If you decide to build the messages on your own there is one thing to remember: keep them concise. Most of the messages I have created for this flow are below 50 words.
Part of creating a good experience for the guest is knowing what, when, and how to communicate with them.
Here is what NOT to do:
- Do not send any messages in excess of 100 words unless absolutely necessary
- Do not send check-out info at any time other than near or at check-out time
- If one out of 100 guests does something you do not like, do not create a rule and make the other 99 read it.
- Do not disrespect the guests time by making them read things they do not need to
- Do not treat the guest like a child and repeat yourself unnecessarily
- Do not create lengthily ‘do not do’ lists 😀
Here is what you should do:
Communicate only necessary information to the guest in an effective manner and timely.
I have the following messages prepared and automatically send to my guests as part of my Airbnb automation strategy:
- Initial booking inquiry
- Request to book message
- Booking confirmation
- Check-in information
- One day after check-in message
- Pre check-out message
- Post check-out message
- Review reminder
- Friends + Family discount offer
Tools you will need to accomplish this strategy:
- Smartbnb (or a PMS of your choice that allows for sending automated messages). I prefer Smartbnb.
- Hostfully electronic guidebook (or Coral)
If a guest does not want to Instant Book or send a booking request (if IB is not activated), they can send an inquiry instead. An inquiry is just a message to the host without an intention to book.
In this case, I acknowledge receipt immediately and inform them I will address any questions shortly. This comes in handy if I am asleep. I let the guest know this is an automated message. It is a personal preference that has worked for me and I have received no negative feedback related to the decision.
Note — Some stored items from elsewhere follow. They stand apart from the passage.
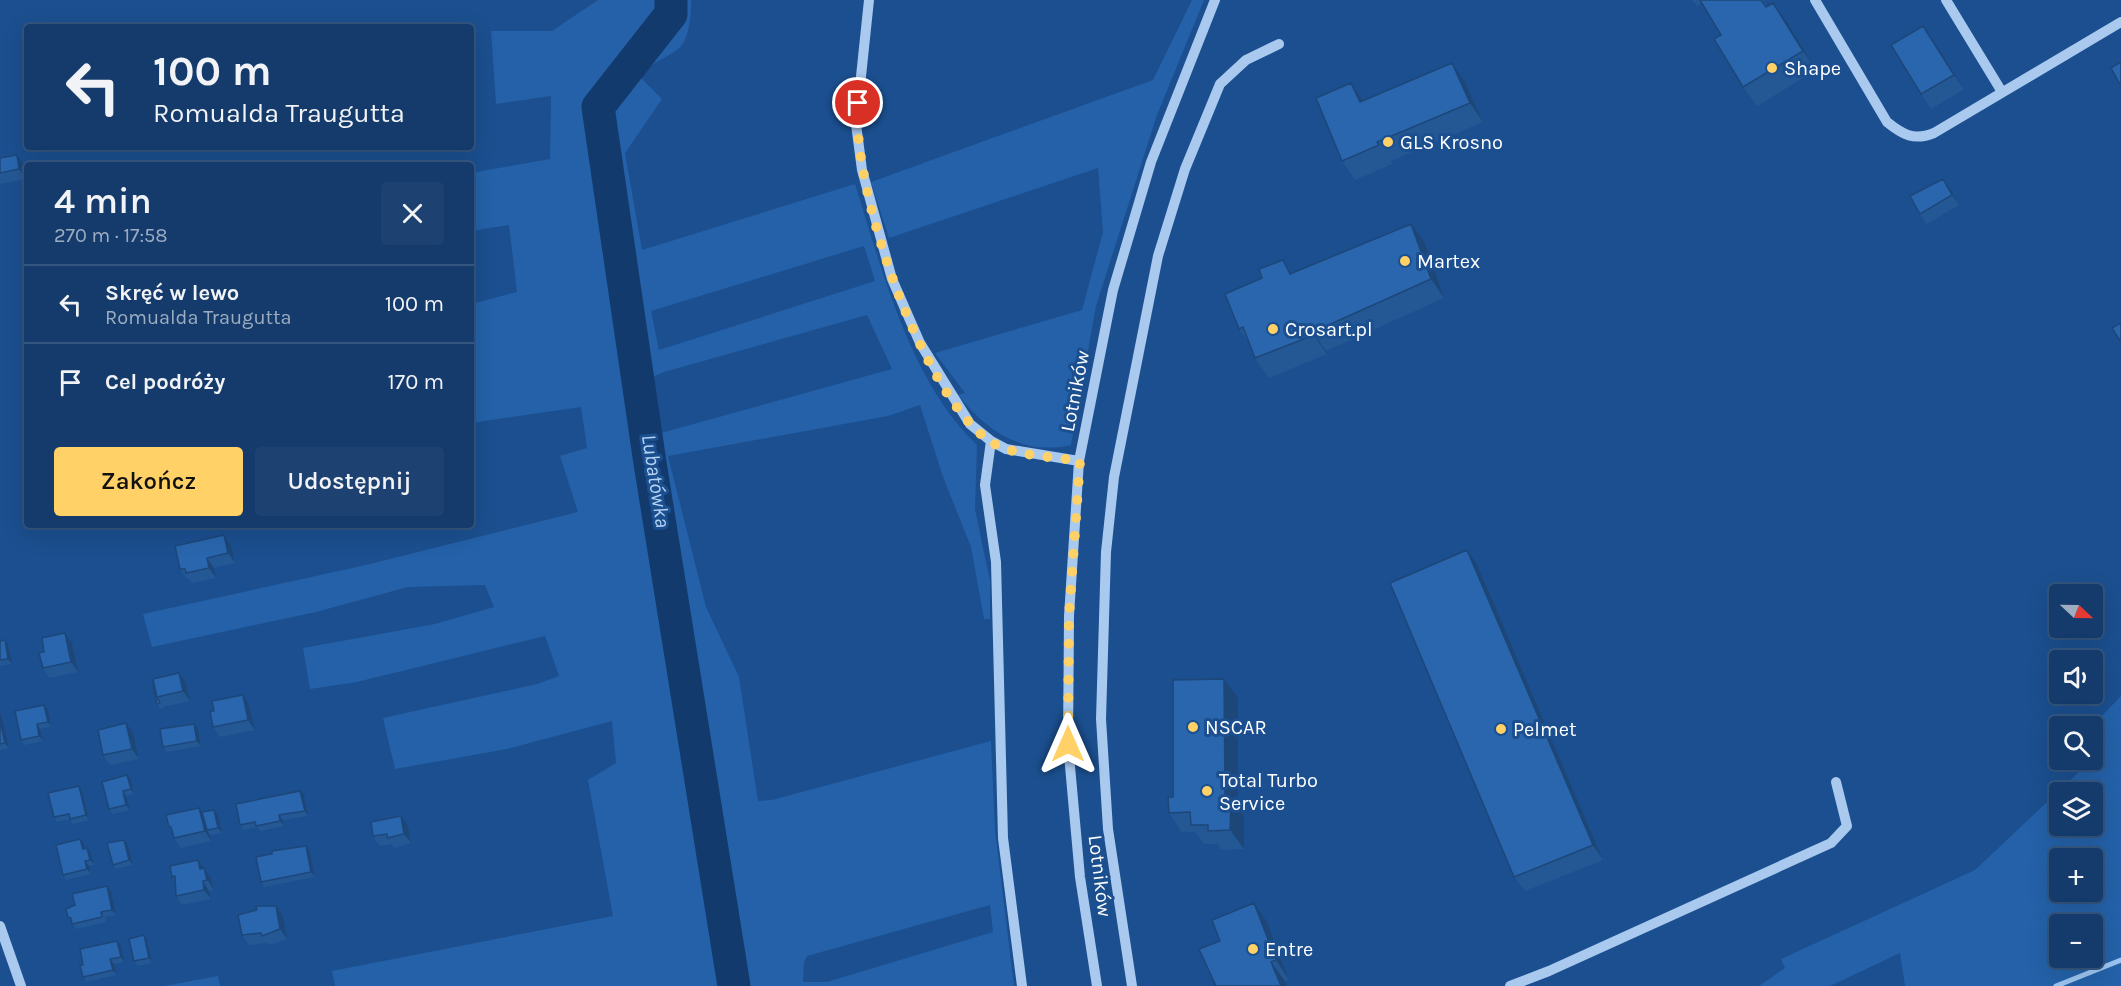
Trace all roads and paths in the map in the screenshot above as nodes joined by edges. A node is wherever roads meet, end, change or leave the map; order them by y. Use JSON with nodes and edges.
{"nodes":[{"id":1,"x":869,"y":0,"type":"edge"},
{"id":2,"x":1215,"y":0,"type":"edge"},
{"id":3,"x":1815,"y":0,"type":"edge"},
{"id":4,"x":1946,"y":0,"type":"edge"},
{"id":5,"x":2121,"y":22,"type":"edge"},
{"id":6,"x":1279,"y":44,"type":"dead end"},
{"id":7,"x":2002,"y":92,"type":"junction"},
{"id":8,"x":991,"y":441,"type":"junction"},
{"id":9,"x":1080,"y":461,"type":"junction"},
{"id":10,"x":1836,"y":782,"type":"dead end"},
{"id":11,"x":0,"y":926,"type":"edge"},
{"id":12,"x":21,"y":986,"type":"edge"},
{"id":13,"x":1022,"y":986,"type":"edge"},
{"id":14,"x":1097,"y":986,"type":"edge"},
{"id":15,"x":1132,"y":986,"type":"edge"},
{"id":16,"x":1510,"y":986,"type":"edge"}],
"edges":[{"from":1,"to":8,"type":"street"},
{"from":2,"to":9,"type":"street","name":"Lotników"},
{"from":3,"to":7,"type":"street"},
{"from":4,"to":7,"type":"street"},
{"from":5,"to":7,"type":"street"},
{"from":6,"to":15,"type":"street"},
{"from":8,"to":9,"type":"street"},
{"from":8,"to":13,"type":"street"},
{"from":9,"to":14,"type":"street","name":"Lotników"},
{"from":10,"to":16,"type":"street"},
{"from":11,"to":12,"type":"street"}]}
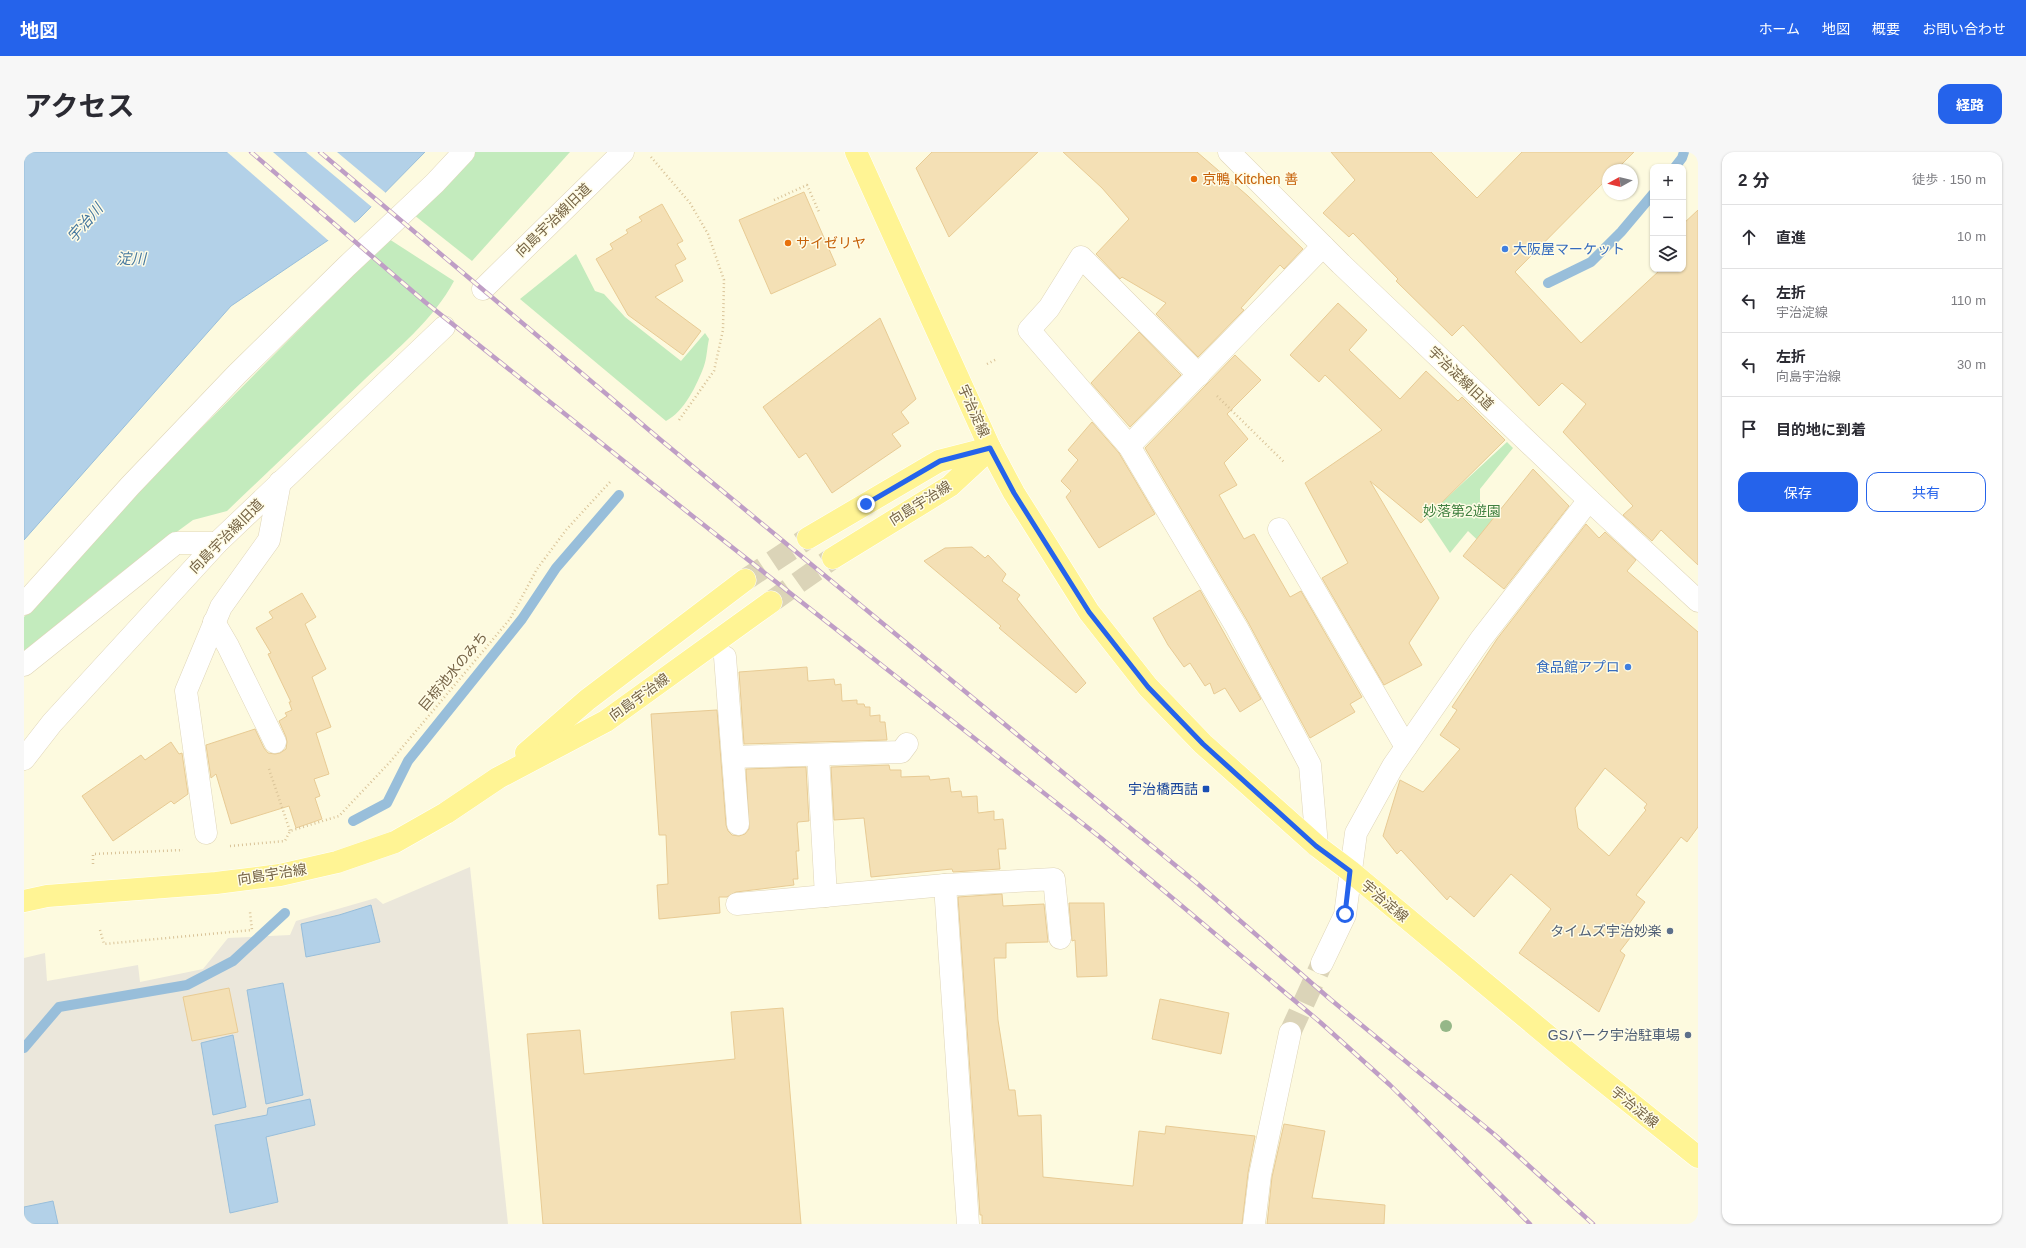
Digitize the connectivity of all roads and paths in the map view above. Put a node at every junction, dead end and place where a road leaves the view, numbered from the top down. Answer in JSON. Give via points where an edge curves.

The reason comes down to whether or not a guest asks a question within the inquiry. If they do, then a canned message ignoring the question seems extremely impersonal. About 40% of reservations are from first time guests who have been told Airbnb is more personal than a hotel from the actual accommodation to the communication with the host. I want to foster this idea.
Request to Book
You will receive a request to book inquiry (inquiry with an intention to book) if you:
- Do not have IB setup or
- You have IB setup but your limitations do now allow the guest to use this feature (either you require them to have a verified ID and they do not or you require at least one positive review from prior hosts and they do not).
You will have to approve each of these messages individually. It should be similar to your booking inquiry message.
If a guest is ready to book and the listing has IB activated, the following message will be sent to the guest upon booking confirmation:
I send a check-in message four days before arrival with relevant information. I have found that most questions start coming around two and three days from check-in so sending on the fourth day before check-in eliminates these extra messages.
In my booking confirmation message, I promised to send this message three days before check-in, but I actually send it four days before check-in to avoid messages like this: “Hey! You said you would send check-in info by now, but I have not received it. Do you mind sending?” Due to time differences, this message is likely if you say three days and send three days before check-in.
This message should be extremely short with no repeated information and a link to a guidebook. The only time I would repeat information here is when it is of extreme importance (quiet hours, no smoking, and other generic house rules are not of extreme importance). An example of extreme importance is if you rent out many rooms in one house, you will want to identify which bedroom the guest is to check-in to here.
At 11am the day after check-in, I have a message sent to the guest asking how they have settled in. This allows me to address any problems real time to ensure a 5-star Airbnb review. About 75% of the guests do not respond to this message.
Pre Check-Out Message
At 5pm the day before check-out, I will remind the guest of the check-out time and any important specifics they should be aware of. This is a good opportunity to repeat yourself (remember, this info is already in the guidebook) as you are saving the guest the step of opening the guidebook and finding the check-out instructions.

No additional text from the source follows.